Saturday, March 23, 2019

Say Nothing

Say Nothing: a True Story of Murder and Memory in Northern Ireland / Patrick Radden Keefe, 441 p.

Two women: Jean McConville, young, widowed, and mother of ten, abducted from her Belfast apartment in 1972 and never seen again; Dolours Price, young, charming (see terrorist chic, at left), and scion of  Belfast's IRA 'royalty.'  What is their connection?  How does Dolours transition from a follower of MLK to a vicious enforcer?  What about the IRA's assertions that everyone knew that McConville - an impoverished, depressed recluse - was a tout, or informer?

Keefe flushes out these exceedingly complex stories while providing a detailed and fascinating overview of the Troubles, focused primarily but not exclusively on Belfast.  He makes it clear that the Good Friday Agreement brought an end to most of the physical violence but not the psychological misery.  Intriguingly, in the aftermath of the Agreement, a project to record the oral histories of key participants in the war was begun, with the recordings secretly stashed in an archive at a library at Boston College. Secrets are hard to keep, though, and the presence of such tantalizing evidence predictably makes waves.

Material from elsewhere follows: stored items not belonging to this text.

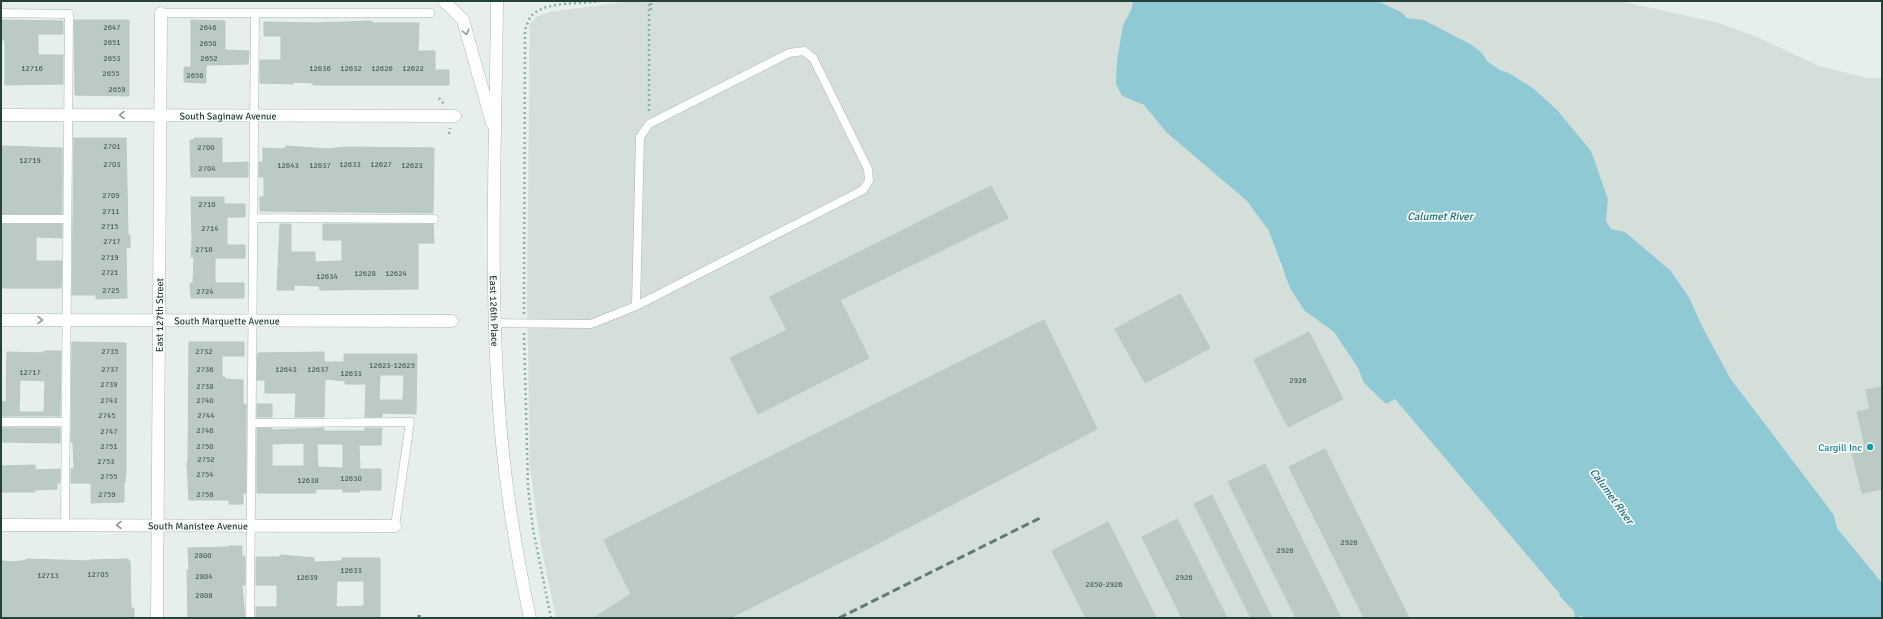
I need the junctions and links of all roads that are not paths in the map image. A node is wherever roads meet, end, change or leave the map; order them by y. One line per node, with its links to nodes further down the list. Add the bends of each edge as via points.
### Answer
1 (444, 1): 12 (street, one-way to 12, via 463,20)
2 (497, 1): 12 (street, East 126th Place)
3 (1, 13): 8 (lane, via 69,14)
4 (161, 13): 5 (lane); 9 (street, East 127th Street)
5 (255, 13): 6 (lane); 10 (lane)
6 (430, 13)
7 (1, 115): 8 (street, South Saginaw Avenue)
8 (68, 115): 9 (street, South Saginaw Avenue, one-way to 8); 15 (lane)
9 (161, 115): 10 (street, South Saginaw Avenue); 20 (street, East 127th Street)
10 (254, 115): 11 (street, South Saginaw Avenue); 13 (lane)
11 (454, 116)
12 (496, 137): 23 (street, East 126th Place)
13 (253, 218): 16 (lane); 21 (lane)
14 (1, 219): 15 (lane)
15 (67, 219): 19 (lane)
16 (434, 219)
17 (636, 306): 17 (lane, via 863,190 868,181 868,169 814,58 804,51 789,53 649,124 640,137); 23 (lane, via 591,324)
18 (1, 320): 19 (street, South Marquette Avenue, one-way to 19)
19 (66, 320): 20 (street, South Marquette Avenue); 25 (lane)
20 (159, 320): 21 (street, South Marquette Avenue); 29 (street, East 127th Street)
21 (252, 321): 22 (street, South Marquette Avenue); 26 (lane)
22 (452, 321)
23 (494, 323): 34 (street, East 126th Place, via 506,472 512,521)
24 (1, 422): 25 (lane)
25 (65, 422): 28 (lane)
26 (252, 422): 30 (lane); 31 (lane, via 410,422)
27 (1, 525): 28 (street, South Manistee Avenue)
28 (64, 525): 29 (street, South Manistee Avenue, one-way to 28)
29 (158, 525): 30 (street, South Manistee Avenue); 32 (street, East 127th Street)
30 (251, 525): 31 (street, South Manistee Avenue); 33 (lane)
31 (395, 526)
32 (157, 618)
33 (250, 618)
34 (530, 618)

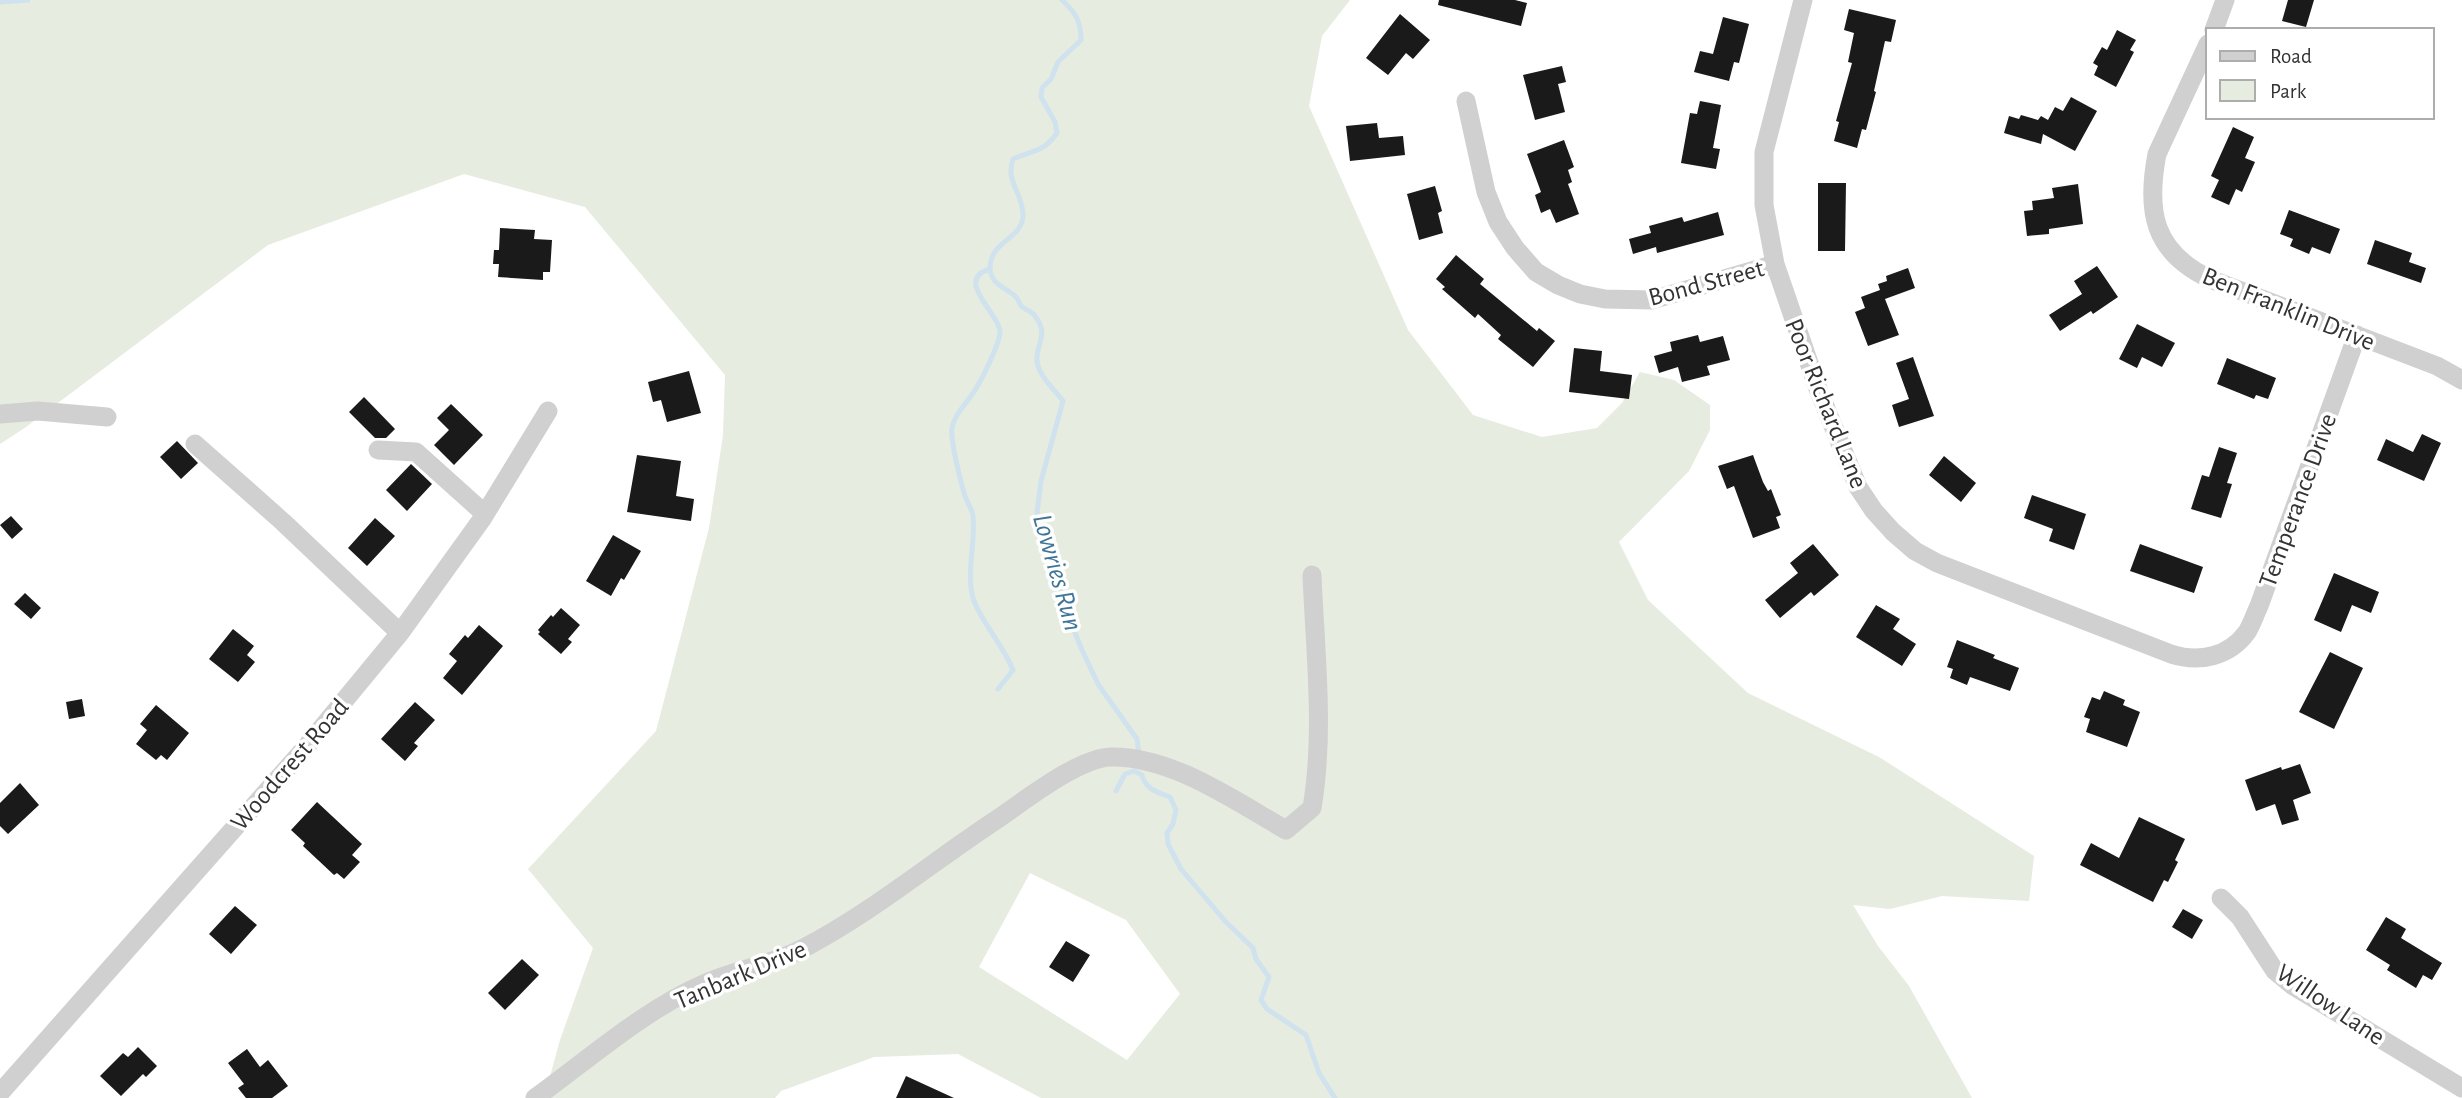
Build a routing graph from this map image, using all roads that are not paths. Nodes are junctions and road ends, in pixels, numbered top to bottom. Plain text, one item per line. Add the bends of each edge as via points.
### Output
1 (1803, 0) edge
2 (2225, 0) edge
3 (2215, 28) edge
4 (2206, 48) edge
5 (1466, 101) dead end
6 (1775, 264) junction
7 (2357, 335) junction
8 (2462, 380) edge
9 (548, 411) dead end
10 (0, 414) edge
11 (107, 417) dead end
12 (195, 444) dead end
13 (377, 450) dead end
14 (485, 514) junction
15 (1312, 575) dead end
16 (400, 633) junction
17 (2220, 654) joint
18 (2221, 898) dead end
19 (2462, 1088) edge
20 (0, 1093) edge
21 (535, 1098) edge

1 - 6 street, Poor Richard Lane via 1765,152 1764,205
2 - 3 street
4 - 7 street, Ben Franklin Drive via 2158,155 2151,206 2161,233 2179,260 2194,271
5 - 6 street, Bond Street via 1486,192 1498,222 1536,272 1558,285 1605,299 1652,300
6 - 17 street, Poor Richard Lane via 1858,487 1874,512 1900,538 1937,563 2171,654 2189,659
7 - 8 street, Ben Franklin Drive
7 - 17 street, Temperance Drive via 2259,606 2248,631
9 - 14 street, Woodcrest Road
10 - 11 street via 38,411
12 - 16 street
13 - 14 street via 416,452
14 - 16 street, Woodcrest Road
15 - 21 street, Tanbark Drive via 1320,740 1312,808 1286,830 1192,778 1147,760 1109,757 1068,771 880,903 799,951 706,983 654,1011
16 - 20 street, Woodcrest Road via 306,747
18 - 19 street, Willow Lane via 2240,917 2275,971 2292,985

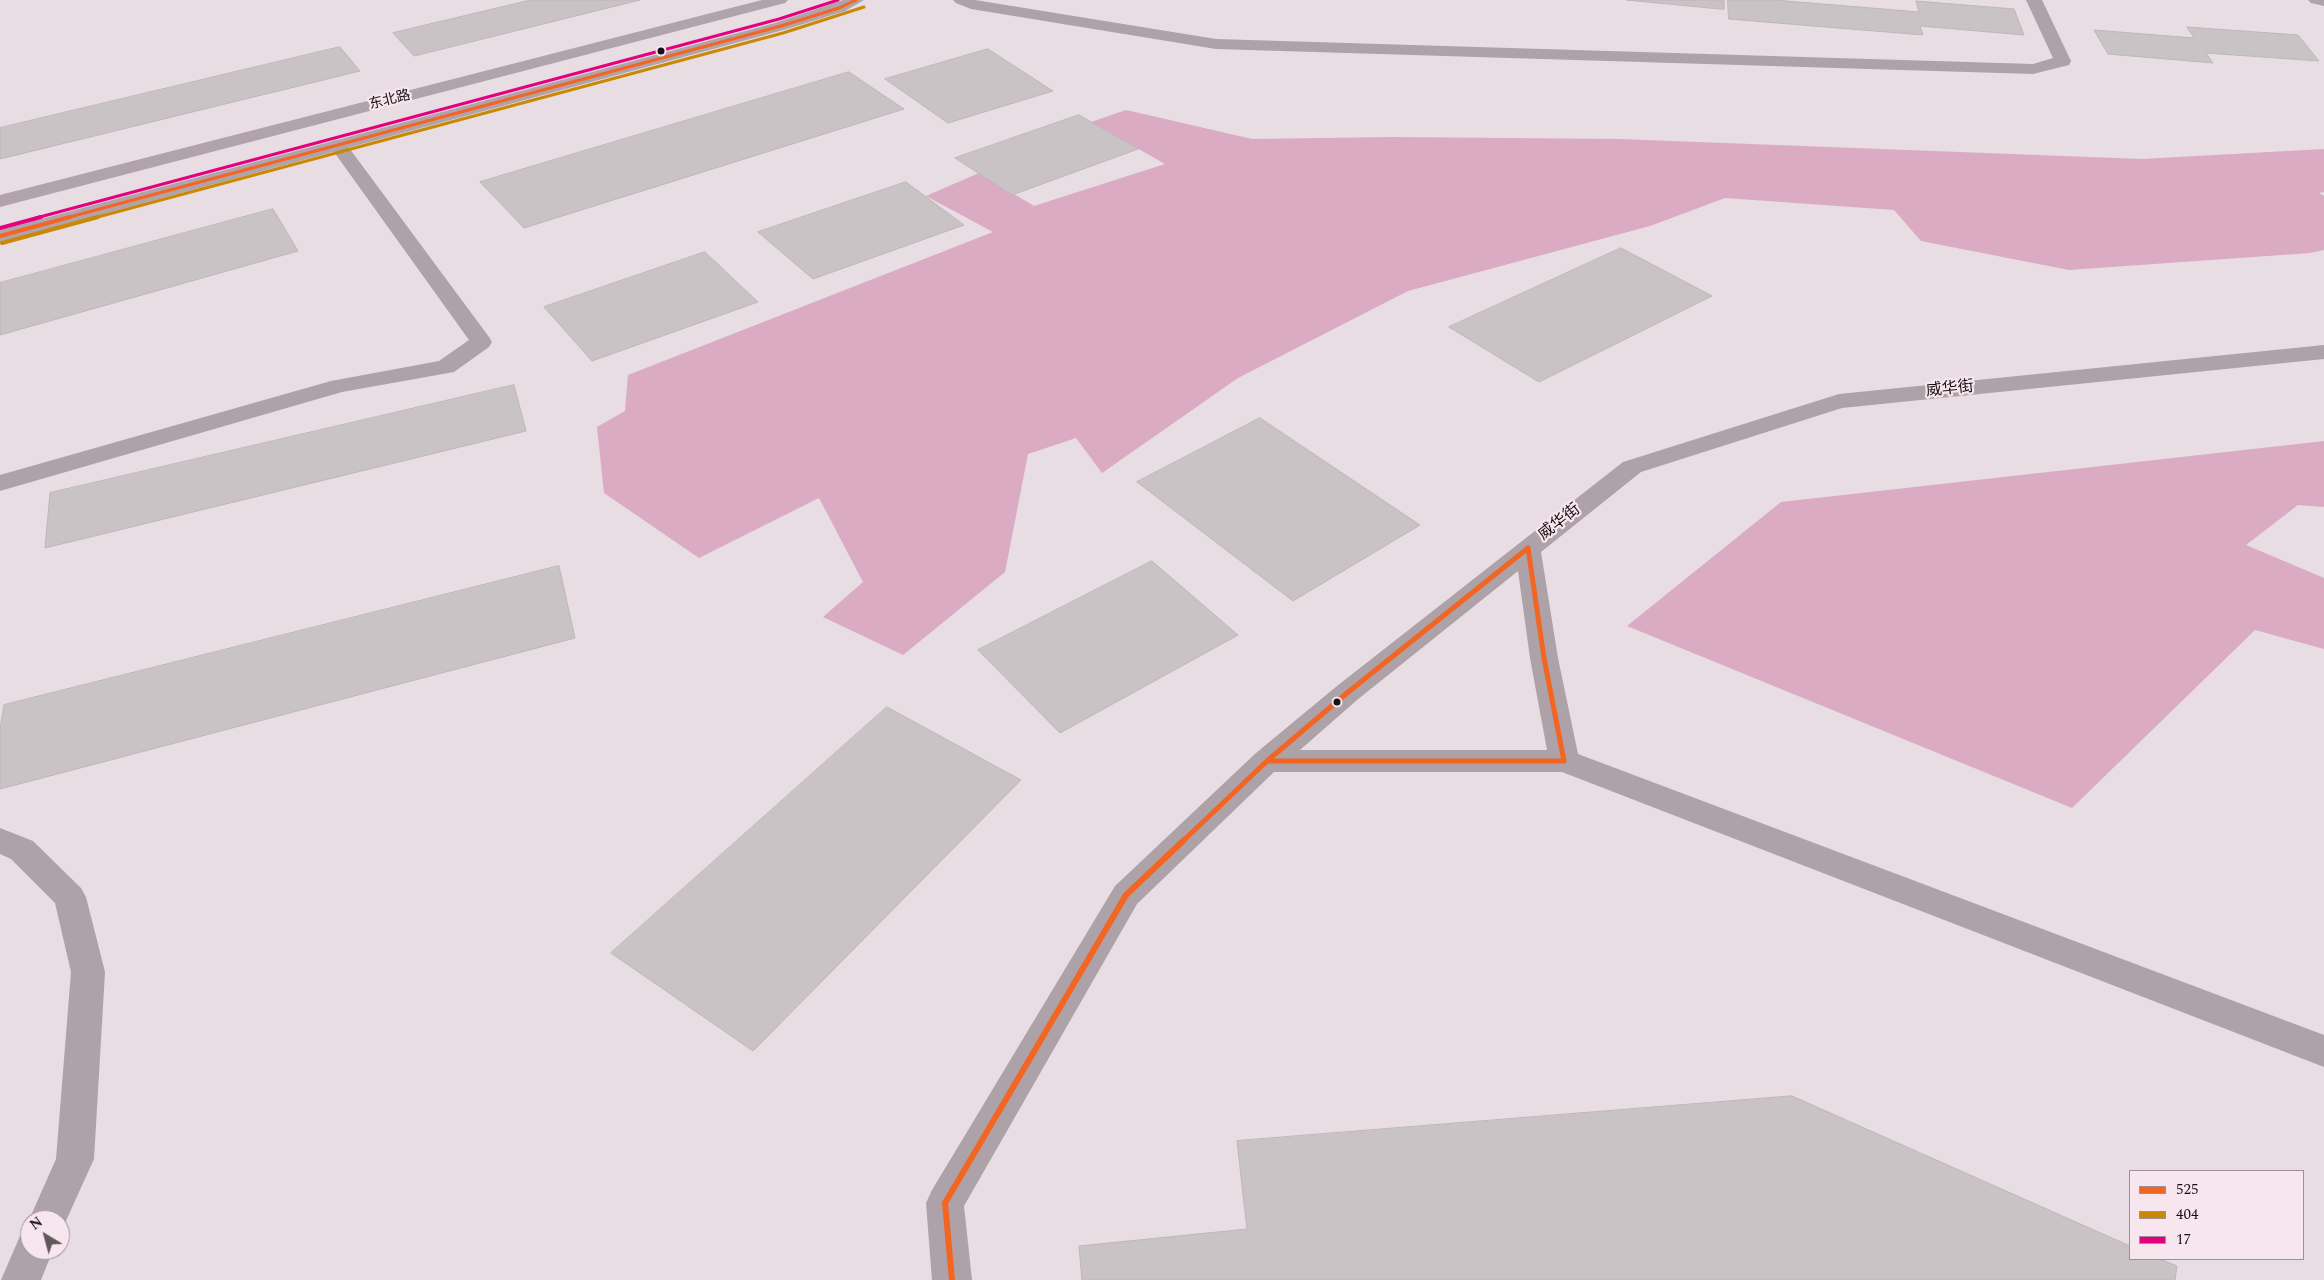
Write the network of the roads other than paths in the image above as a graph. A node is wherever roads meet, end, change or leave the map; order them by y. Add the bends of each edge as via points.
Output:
1 (780, 0) edge
2 (856, 0) edge
3 (961, 0) edge
4 (2034, 0) edge
5 (2316, 0) edge
6 (2324, 1) edge
7 (338, 145) junction
8 (0, 201) edge
9 (0, 236) edge
10 (2324, 352) edge
11 (0, 483) edge
12 (1528, 548) junction
13 (1267, 761) junction
14 (1564, 761) junction
15 (0, 840) edge
16 (2324, 1051) edge
17 (53, 1210) edge
18 (30, 1260) edge
19 (21, 1280) edge
20 (952, 1280) edge

1 - 8 main road, 东北路
2 - 7 main road, 东北路 via 781,26
3 - 4 street via 1216,44 2034,69 2063,61
5 - 6 main road
7 - 9 main road, 东北路
7 - 11 street via 481,342 446,367 339,386
10 - 12 street, 威华街 via 1839,401 1632,467
12 - 13 street, 威华街
12 - 14 street via 1544,658
13 - 14 street
13 - 20 street, 威华街 via 1126,895 945,1203
14 - 16 street
15 - 17 street via 22,850 70,897 88,972 76,1158
18 - 19 street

The experience of reading Say Nothing immediately after completing Burns' Milkman was a tremendous piece of readerly luck that I wholeheartedly recommend.  Keefe and Burns are in agreement about the almost unbelievable level of paranoia that was part of everyday life; combined with the manifest ineptitude and viciousness of the various paramilitary groups on both sides, Republican and Loyalist, it must have been a hellish day-to-day existence.  Keefe has completed terrific research and a first-rate narrative while avoiding sensationalism.  Above all, each and every figure named, regardless of her crimes, is treated as fully human and deserving of empathy.  No small feat.